Biochemistry Flashcards

1
Q

How does multiple myeloma cause bone pain and bone lesions?

A

Neoplastic plasma cells activate the RANK receptor on osteoclasts, which in leading to bone destruction.

Normal bone physiology:

In healthy adults, bone physiology is a dynamic, coordinated process controlled by 2 types of cells: osteoclasts and osteoblasts. Through a balanced remodeling process, osteoclasts resorb bone, and osteoblasts build bone at the same site.

The bone remodeling sequence consists of 4 distinct phases: activation, resorption, reversal, and formation. Several members of the tumour necrosis factor (TNF) super-family of proteins are key participants in the complex series of events that results in the ability of mature osteoclasts to resorb bone. RANK, RANK Ligand, and osteoprotegerin (OPG) all work together to regulate osteoclast function. Expressed by osteoblasts and stromal cells, RANK Ligand binds to the RANK receptor on osteoclast precursors set in motion their differentiation into (mature) osteoclasts. When this occurs, prefusion osteoclasts mature to multinucleated osteoclasts.At the bone surface, RANK Ligand activates the osteoclasts and suppresses apoptosis.

Several factors can initiate osteoclast formation, including parathyroid hormone, prostaglandins, IL-1 and IL-6, and colony-stimulating factors. Most of these, however, stimulate osteoclastogenesis by up-regulating the expression of RANK Ligand on the surface of marrow stromal cells and immature osteoblasts.

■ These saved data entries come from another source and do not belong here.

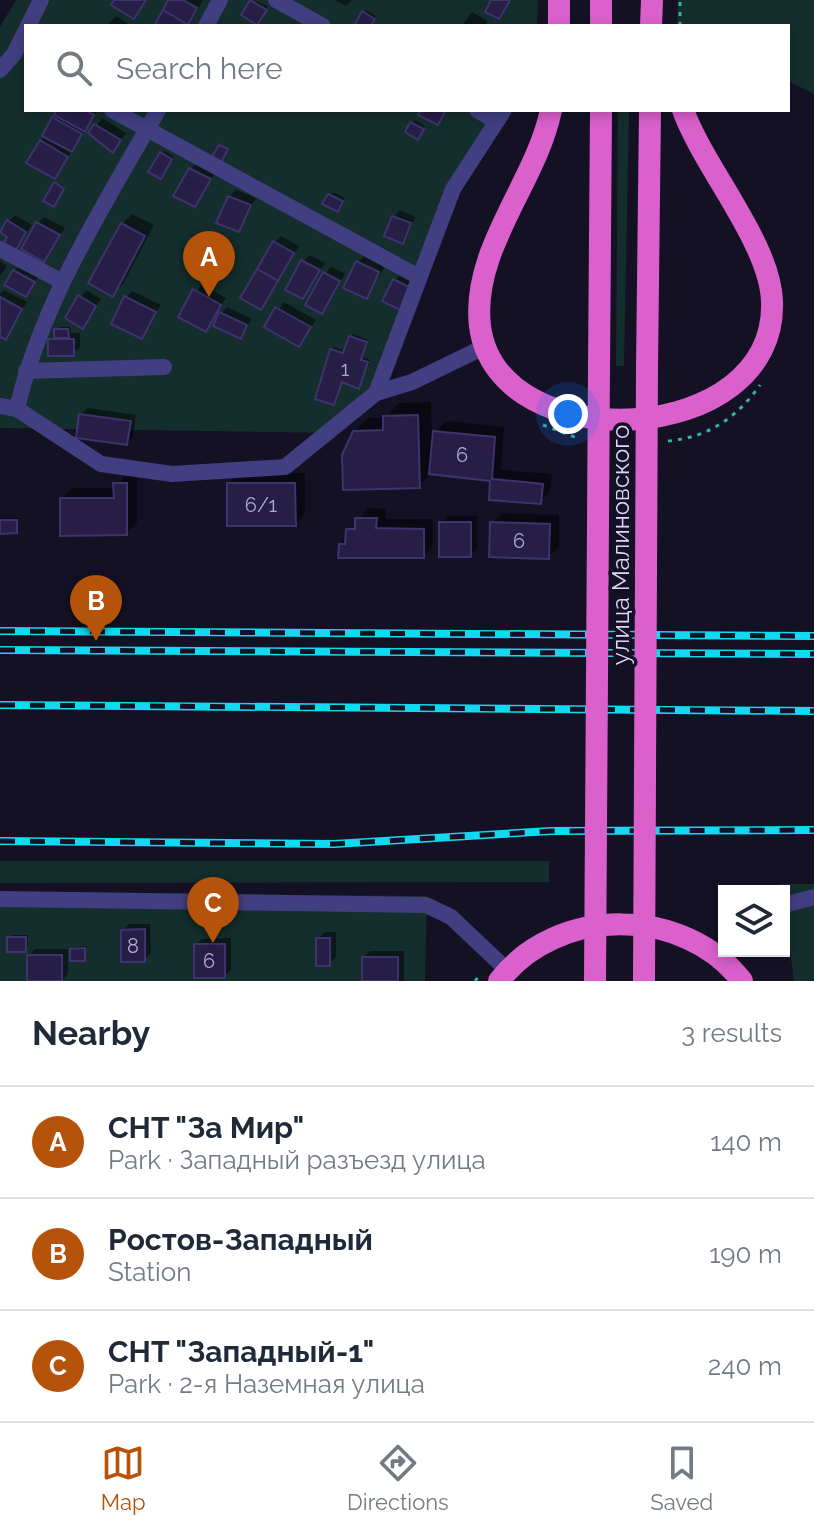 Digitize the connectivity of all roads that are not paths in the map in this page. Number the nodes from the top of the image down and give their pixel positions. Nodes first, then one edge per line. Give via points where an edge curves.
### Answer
1 (41, 0) edge
2 (220, 0) edge
3 (276, 0) edge
4 (559, 0) edge
5 (601, 0) edge
6 (29, 24) edge
7 (207, 24) edge
8 (319, 24) edge
9 (559, 24) edge
10 (601, 24) edge
11 (20, 58) edge
12 (0, 70) edge
13 (116, 112) edge
14 (157, 112) edge
15 (550, 112) edge
16 (601, 112) edge
17 (650, 112) edge
18 (684, 112) edge
19 (500, 115) edge
20 (147, 130) junction
21 (0, 249) edge
22 (419, 277) junction
23 (61, 281) junction
24 (484, 347) junction
25 (164, 367) dead end
26 (26, 371) junction
27 (376, 393) junction
28 (9, 408) edge
29 (0, 899) edge
30 (718, 951) edge
31 (725, 957) edge
32 (503, 976) edge
33 (595, 981) edge
34 (644, 981) edge
35 (742, 981) edge

1 - 6 street
2 - 7 street
3 - 8 street
4 - 9 highway
5 - 10 highway
11 - 12 street
13 - 20 street
14 - 20 street
15 - 24 highway via 539,153 483,278
16 - 33 highway, улица Малиновского, bridge
17 - 34 highway, улица Малиновского, bridge
18 - 24 highway via 770,284 770,323 751,367 717,396 678,413 594,418 528,397
19 - 22 street via 453,189
20 - 22 street
20 - 23 street
21 - 23 street
22 - 27 street
23 - 26 street
24 - 27 street
25 - 26 street
26 - 28 street
27 - 28 street via 285,467 172,474 101,464
29 - 32 street via 415,904 451,917
30 - 32 highway via 652,927 601,925 553,940
31 - 35 highway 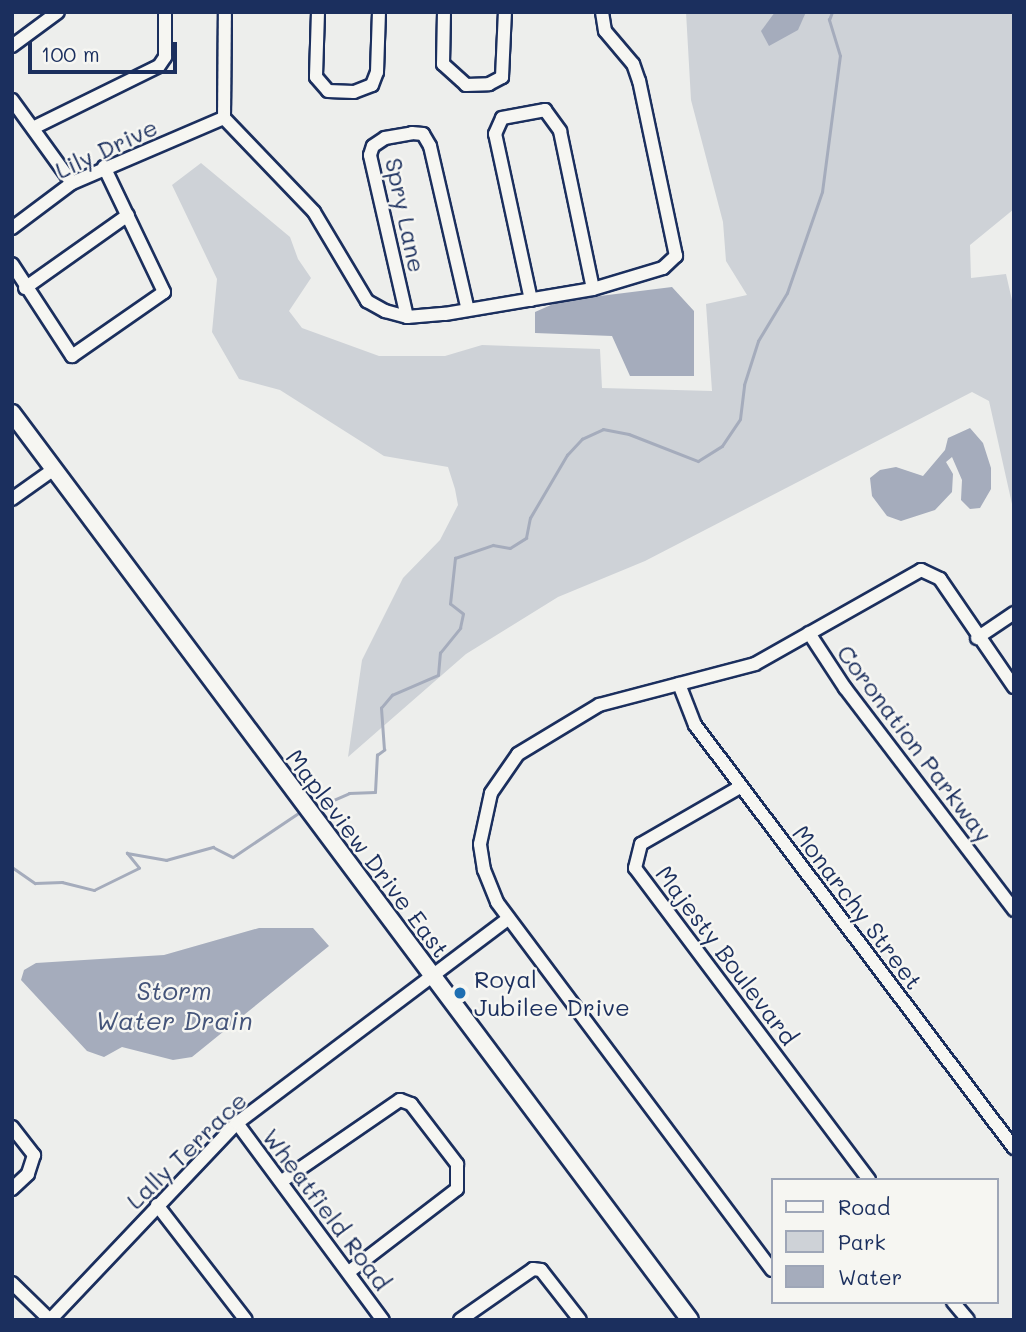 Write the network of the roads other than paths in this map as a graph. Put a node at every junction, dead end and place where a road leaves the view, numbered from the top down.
1 (58, 12) edge
2 (165, 12) edge
3 (225, 12) edge
4 (318, 12) edge
5 (379, 12) edge
6 (444, 12) edge
7 (505, 12) edge
8 (602, 12) edge
9 (12, 46) edge
10 (12, 100) edge
11 (224, 118) junction
12 (33, 128) junction
13 (104, 167) junction
14 (72, 183) junction
15 (128, 215) junction
16 (12, 228) edge
17 (12, 264) edge
18 (25, 288) junction
19 (593, 289) junction
20 (531, 300) junction
21 (468, 310) junction
22 (407, 317) junction
23 (12, 413) edge
24 (54, 469) junction
25 (12, 499) edge
26 (1014, 613) edge
27 (809, 633) junction
28 (977, 638) junction
29 (679, 684) junction
30 (1014, 687) edge
31 (740, 787) junction
32 (1014, 910) edge
33 (508, 919) junction
34 (431, 975) junction
35 (237, 1123) junction
36 (12, 1128) edge
37 (1014, 1149) edge
38 (868, 1178) edge
39 (282, 1181) junction
40 (12, 1189) edge
41 (157, 1205) junction
42 (771, 1269) edge
43 (349, 1272) junction
44 (12, 1283) edge
45 (955, 1304) edge
46 (50, 1320) edge
47 (246, 1320) edge
48 (383, 1320) edge
49 (460, 1320) edge
50 (580, 1320) edge
51 (691, 1320) edge
52 (968, 1320) edge

1 - 9 street
2 - 12 street
3 - 11 street
4 - 5 street
6 - 7 street
8 - 19 street
10 - 12 street
11 - 13 street, Lily Drive
11 - 22 street
12 - 14 street
13 - 14 street, Lily Drive
13 - 15 street
14 - 16 street, Lily Drive
15 - 18 street
15 - 18 street
17 - 18 street
19 - 20 street
19 - 20 street
20 - 21 street
21 - 22 street
21 - 22 street, Spry Lane
23 - 24 main road, Mapleview Drive East
24 - 25 street
24 - 34 main road, Mapleview Drive East
26 - 28 street
27 - 28 street
27 - 29 street
27 - 32 street, Coronation Parkway
28 - 30 street
29 - 31 street, Monarchy Street
29 - 33 street
31 - 37 street, Monarchy Street
31 - 38 street, Majesty Boulevard
33 - 34 street
33 - 42 street
34 - 35 street, Lally Terrace
34 - 51 main road, Mapleview Drive East
35 - 39 street, Wheatfield Road
35 - 41 street, Lally Terrace
36 - 40 street
39 - 43 street, Wheatfield Road
39 - 43 street
41 - 46 street, Lally Terrace
41 - 47 street
43 - 48 street, Wheatfield Road
44 - 46 street
45 - 52 street
49 - 50 street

To maintain the balance between bone formation and bone resorption, the body naturally produces OPG, secreted by osteoblasts. By binding with RANK Ligand, OPG prevents RANK Ligand from binding with RANK on the surface of osteoclasts and their precursors. This process is governed by cytokines and hormones, and ultimately determines osteoclast activity. Seen in this light, OPG is important in the regulation of osteoclast formation and bone resorption.

Metastatic Bone Disease

In metastatic bone disease, RANK Ligand has been implicated in a “vicious cycle” of bone destruction and tumour growth. Some tumours that have metastasized to the bone produce growth factors that can increase expression of RANK Ligand by osteoblasts. This stimulates osteoclast activity and leads to excess bone loss.

Osteoclast-mediated bone resorption leads to the release of growth factors and calcium from the bone matrix, that can in turn stimulate the tumour cell, further contributing to this cycle of bone destruction.

Clinically, bone metastases can be associated with considerable skeletal morbidity. This may include radiation therapy for bone pain, surgical intervention, pathologic fracture, spinal cord or nerve root compression, and hypercalcemia of malignancy (HCM).